Why shouldn't we judge a book by it's cover? It's got the author, title, and a summary of what the book's about.
(Score: 2) by mhajicek on Wednesday August 01 2018, @02:23AM
I would have thought a "scutoid" would be shaped like a scutum.
The spacelike surfaces of time foliations can have a cusp at the surface of discontinuity. - P. Hajicek
(Score: 2) by legont on Wednesday August 01 2018, @02:24AM (4 children)
It's actually simple. You count how many of them are used to fill the gap between two planes and divide the volume between the planes by the number you counted.
"Wealth is the relentless enemy of understanding" - John Kenneth Galbraith.
(Score: 2) by Snotnose on Wednesday August 01 2018, @02:34AM (3 children)
Would that be the 737 plane or the A300 plane?

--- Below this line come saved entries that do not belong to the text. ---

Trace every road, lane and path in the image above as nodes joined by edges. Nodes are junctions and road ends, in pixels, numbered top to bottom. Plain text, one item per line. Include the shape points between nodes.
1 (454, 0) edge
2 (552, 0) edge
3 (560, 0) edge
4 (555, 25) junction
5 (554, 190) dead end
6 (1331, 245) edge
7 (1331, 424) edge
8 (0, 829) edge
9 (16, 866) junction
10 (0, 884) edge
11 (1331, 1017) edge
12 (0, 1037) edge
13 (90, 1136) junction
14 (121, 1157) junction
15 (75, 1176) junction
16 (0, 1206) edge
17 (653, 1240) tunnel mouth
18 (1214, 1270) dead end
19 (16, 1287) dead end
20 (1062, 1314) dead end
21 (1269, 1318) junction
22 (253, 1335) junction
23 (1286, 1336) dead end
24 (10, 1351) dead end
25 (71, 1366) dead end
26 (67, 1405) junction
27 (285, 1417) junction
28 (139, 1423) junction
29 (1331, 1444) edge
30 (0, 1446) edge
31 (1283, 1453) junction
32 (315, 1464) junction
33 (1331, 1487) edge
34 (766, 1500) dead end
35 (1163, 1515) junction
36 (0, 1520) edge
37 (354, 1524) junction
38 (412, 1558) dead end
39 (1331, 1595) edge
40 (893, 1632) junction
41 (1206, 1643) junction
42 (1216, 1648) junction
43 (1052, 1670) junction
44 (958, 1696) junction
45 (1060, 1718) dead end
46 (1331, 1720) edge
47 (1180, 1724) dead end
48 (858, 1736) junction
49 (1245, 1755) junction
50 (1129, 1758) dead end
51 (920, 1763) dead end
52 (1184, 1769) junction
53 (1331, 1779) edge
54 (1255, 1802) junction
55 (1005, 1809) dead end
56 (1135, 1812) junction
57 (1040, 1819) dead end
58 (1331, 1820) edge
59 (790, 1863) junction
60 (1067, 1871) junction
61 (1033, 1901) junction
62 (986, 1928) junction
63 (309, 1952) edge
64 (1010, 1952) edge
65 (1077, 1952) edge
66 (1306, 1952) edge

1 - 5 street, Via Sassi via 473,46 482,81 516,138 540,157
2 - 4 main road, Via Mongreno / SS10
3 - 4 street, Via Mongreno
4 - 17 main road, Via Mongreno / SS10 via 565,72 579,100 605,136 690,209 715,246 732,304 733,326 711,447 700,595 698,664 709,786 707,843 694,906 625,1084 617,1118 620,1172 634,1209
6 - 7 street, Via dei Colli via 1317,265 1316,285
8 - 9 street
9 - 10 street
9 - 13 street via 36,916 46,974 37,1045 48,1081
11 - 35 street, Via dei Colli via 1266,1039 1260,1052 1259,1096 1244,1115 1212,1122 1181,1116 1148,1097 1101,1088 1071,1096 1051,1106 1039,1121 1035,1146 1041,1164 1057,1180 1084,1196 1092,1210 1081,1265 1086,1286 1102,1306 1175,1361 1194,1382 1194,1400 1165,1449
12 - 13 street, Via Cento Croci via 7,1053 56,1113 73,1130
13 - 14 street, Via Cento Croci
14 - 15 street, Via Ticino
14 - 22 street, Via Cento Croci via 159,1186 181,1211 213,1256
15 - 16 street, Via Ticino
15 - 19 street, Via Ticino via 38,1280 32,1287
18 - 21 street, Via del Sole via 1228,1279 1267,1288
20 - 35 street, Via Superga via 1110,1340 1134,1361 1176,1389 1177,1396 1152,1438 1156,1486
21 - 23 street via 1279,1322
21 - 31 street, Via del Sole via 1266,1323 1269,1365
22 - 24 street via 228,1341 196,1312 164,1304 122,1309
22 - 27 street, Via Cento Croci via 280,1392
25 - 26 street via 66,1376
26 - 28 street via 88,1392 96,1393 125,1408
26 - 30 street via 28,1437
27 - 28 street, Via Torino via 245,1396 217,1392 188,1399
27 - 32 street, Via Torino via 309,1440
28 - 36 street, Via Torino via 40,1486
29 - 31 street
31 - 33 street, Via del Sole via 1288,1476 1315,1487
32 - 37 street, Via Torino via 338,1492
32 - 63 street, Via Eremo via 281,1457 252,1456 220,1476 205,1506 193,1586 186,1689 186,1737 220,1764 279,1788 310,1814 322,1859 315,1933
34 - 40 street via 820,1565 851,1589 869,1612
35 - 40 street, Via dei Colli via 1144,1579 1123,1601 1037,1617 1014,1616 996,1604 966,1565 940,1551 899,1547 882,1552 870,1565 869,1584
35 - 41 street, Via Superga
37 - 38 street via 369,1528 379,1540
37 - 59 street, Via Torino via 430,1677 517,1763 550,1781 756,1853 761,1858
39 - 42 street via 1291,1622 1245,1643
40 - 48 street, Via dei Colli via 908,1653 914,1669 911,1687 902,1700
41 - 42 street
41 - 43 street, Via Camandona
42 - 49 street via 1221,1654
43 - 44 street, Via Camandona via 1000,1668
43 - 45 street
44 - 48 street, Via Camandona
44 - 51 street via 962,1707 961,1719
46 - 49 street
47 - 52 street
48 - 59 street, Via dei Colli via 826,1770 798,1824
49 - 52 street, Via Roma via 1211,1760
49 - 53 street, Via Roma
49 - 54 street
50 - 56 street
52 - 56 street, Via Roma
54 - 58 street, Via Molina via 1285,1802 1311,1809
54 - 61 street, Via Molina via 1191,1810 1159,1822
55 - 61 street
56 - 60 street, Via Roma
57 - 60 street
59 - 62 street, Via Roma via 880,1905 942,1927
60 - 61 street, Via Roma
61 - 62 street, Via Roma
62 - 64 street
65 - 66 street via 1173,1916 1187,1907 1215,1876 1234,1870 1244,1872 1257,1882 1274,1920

My head hurts, send thoughts and prayers (or money works too) to:
Snotnose
8655 Graves #2
Santee, Ca 92071
/ not my real address
// not current, at least
/// I understand money can follow a person after they move, so monetize those thoughts and prayers!
Why shouldn't we judge a book by it's cover? It's got the author, title, and a summary of what the book's about.
(Score: 2) by legont on Wednesday August 01 2018, @03:43AM (2 children)
"Plane" does not mean what you think it does, sorry.
"Wealth is the relentless enemy of understanding" - John Kenneth Galbraith.
(Score: 0) by Anonymous Coward on Wednesday August 01 2018, @06:10PM
Whoosh!
(Score: 0) by Anonymous Coward on Thursday August 02 2018, @05:05PM
if you speak in plane English, it does.